Dredd really is excellent and McNeill's fifth era style* is a masterpiece in style and mood, or rather it would be if Chris Blythe didnt ruin it with terrible colouring.  We know its digital, the fake brush strokes don't make us think anything other than "oh, that looks really wrong" and distracts from the art.  It's like when letterers use stadard fonts such as Impact and Times New Roman, it looks odd and takes away from the reading experience.  There's a Yeowell drawn Devlin Waugh that is a prime example of this. I don't want the colourist showing off what he thinks looks cool, I want colours that reflect the mood and feel of the story and art.

* the five eras of McNeill are 1, Ezquerra lite on his early Stront stories with lots of little lines that Alex Ronald took on.  2, Fully painted lush colour work eg Chopper/America/Final Solution.  3, Fully painted grayscale Insurrection/Defoe, 4, Chunky B&W Days of Chaos. 5, His current looser, more open almost Mignola inspired big flat blacks and shadows
Dave Metcalfe-Carr

TordelBack

Quote from: metcalfecarr on 05 October, 2019, 01:39:11 PMThere's a Yeowell drawn Devlin Waugh that is a prime example of this.

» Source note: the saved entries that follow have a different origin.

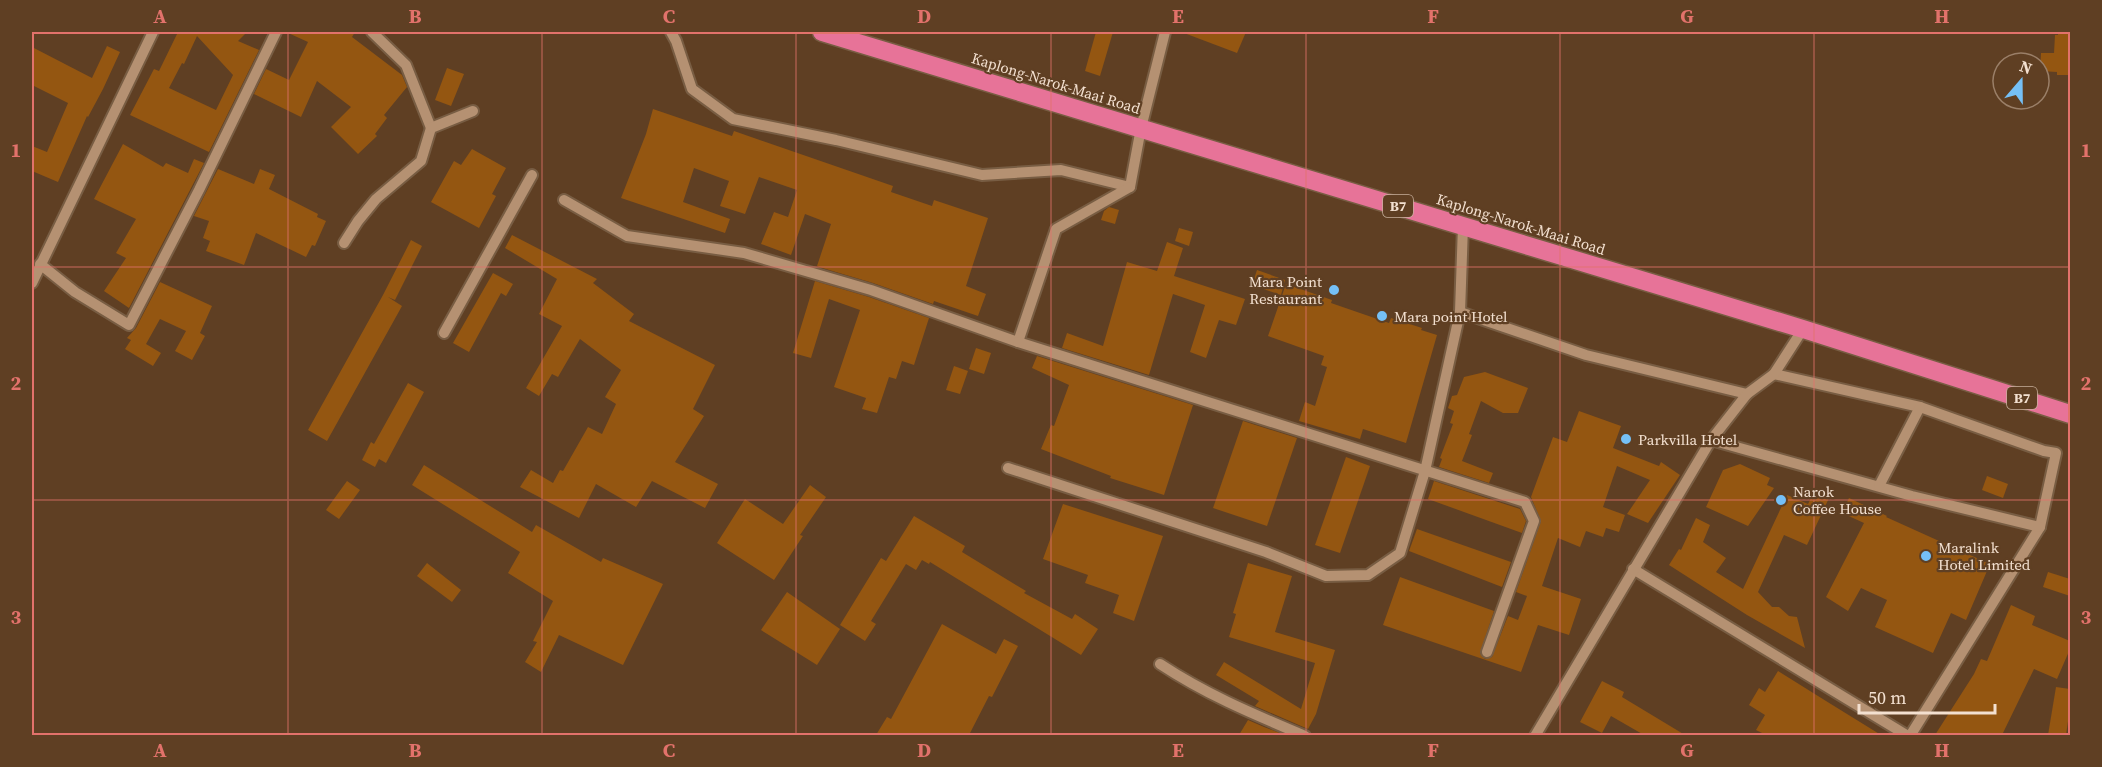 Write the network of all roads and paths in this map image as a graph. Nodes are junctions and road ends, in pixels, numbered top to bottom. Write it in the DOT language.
graph roads {
  1 [pos="153,32"];
  2 [pos="276,32"];
  3 [pos="372,32"];
  4 [pos="670,32"];
  5 [pos="822,32"];
  6 [pos="1165,32"];
  7 [pos="473,111"];
  8 [pos="431,128"];
  9 [pos="1141,128"];
  10 [pos="532,175"];
  11 [pos="1130,187"];
  12 [pos="564,200"];
  13 [pos="1463,226"];
  14 [pos="344,243"];
  15 [pos="40,264"];
  16 [pos="32,283"];
  17 [pos="1460,312"];
  18 [pos="1803,329"];
  19 [pos="444,333"];
  20 [pos="1018,342"];
  21 [pos="1774,374"];
  22 [pos="1747,394"];
  23 [pos="1920,407"];
  24 [pos="2070,414"];
  25 [pos="1711,440"];
  26 [pos="1008,468"];
  27 [pos="1425,471"];
  28 [pos="1880,486"];
  29 [pos="2040,527"];
  30 [pos="1632,569"];
  31 [pos="1487,652"];
  32 [pos="1160,664"];
  33 [pos="1305,735"];
  34 [pos="1535,735"];
  35 [pos="1909,735"];
  1 -- 15 [label="street"];
  2 -- 15 [label="street"];
  3 -- 8 [label="street"];
  4 -- 11 [label="street"];
  5 -- 9 [label="highway, Kaplong-Narok-Maai Road / B7"];
  6 -- 9 [label="street"];
  7 -- 8 [label="street"];
  8 -- 14 [label="street"];
  9 -- 11 [label="street"];
  9 -- 13 [label="highway, Kaplong-Narok-Maai Road / B7"];
  10 -- 19 [label="street"];
  11 -- 20 [label="street"];
  12 -- 20 [label="street"];
  13 -- 17 [label="street"];
  13 -- 18 [label="highway, Kaplong-Narok-Maai Road / B7"];
  15 -- 16 [label="street"];
  17 -- 22 [label="street"];
  17 -- 27 [label="street"];
  18 -- 21 [label="street"];
  18 -- 24 [label="highway, Kaplong-Narok-Maai Road / B7"];
  20 -- 27 [label="street"];
  21 -- 22 [label="street"];
  21 -- 23 [label="street"];
  22 -- 25 [label="street"];
  23 -- 28 [label="street"];
  23 -- 29 [label="street"];
  25 -- 28 [label="street"];
  25 -- 30 [label="street"];
  26 -- 27 [label="street"];
  27 -- 31 [label="street"];
  28 -- 29 [label="street"];
  29 -- 35 [label="street"];
  30 -- 34 [label="street"];
  30 -- 35 [label="street"];
  32 -- 33 [label="street"];
}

Blimey, that's going back a bit though!  Yeowell must be an absolute nightmare to colour, even his own colouring of his work is pretty terrible. Unless I'm wrong, Yeowell's colourist on Devlin was the D'Emon D'Raughtsman D'Israeli himself - and if that living god of colour can't can't get it right!  (John Charles has played a blinder on this task recently).

As to Chris Blythe's work, it definitely suits some artists better than others, but it's improved beyond all recognition from the old texture-heavy days and as a body of work it's really remarkable for its consistent quality.  Personally I think he works really well with MacNeil's current style.  Loved the Five Eras of MacNeil, BTW! 

Jacqusie

Quote from: metcalfecarr on 05 October, 2019, 01:39:11 PM

Dredd really is excellent and McNeill's fifth era style*

* the five eras of McNeill are 1, Ezquerra lite on his early Stront stories with lots of little lines that Alex Ronald took on.  2, Fully painted lush colour work eg Chopper/America/Final Solution.  3, Fully painted grayscale Insurrection/Defoe, 4, Chunky B&W Days of Chaos. 5, His current looser, more open almost Mignola inspired big flat blacks and shadows

Great to look back on Colin McNeils style changes as his work is always a joy to behold.

Just out of interest, where would you put:

His B&W Shimura work
The Pit / America II - 90s era (great art woeful colouring)
The blocky type line and colour work on The Corps and Vanguard
The wonderful painted run he did on Devlin Waugh - Red Tide?

He certainly is an artist for all seasons, and to think I once read he was considering packing it all in a while back.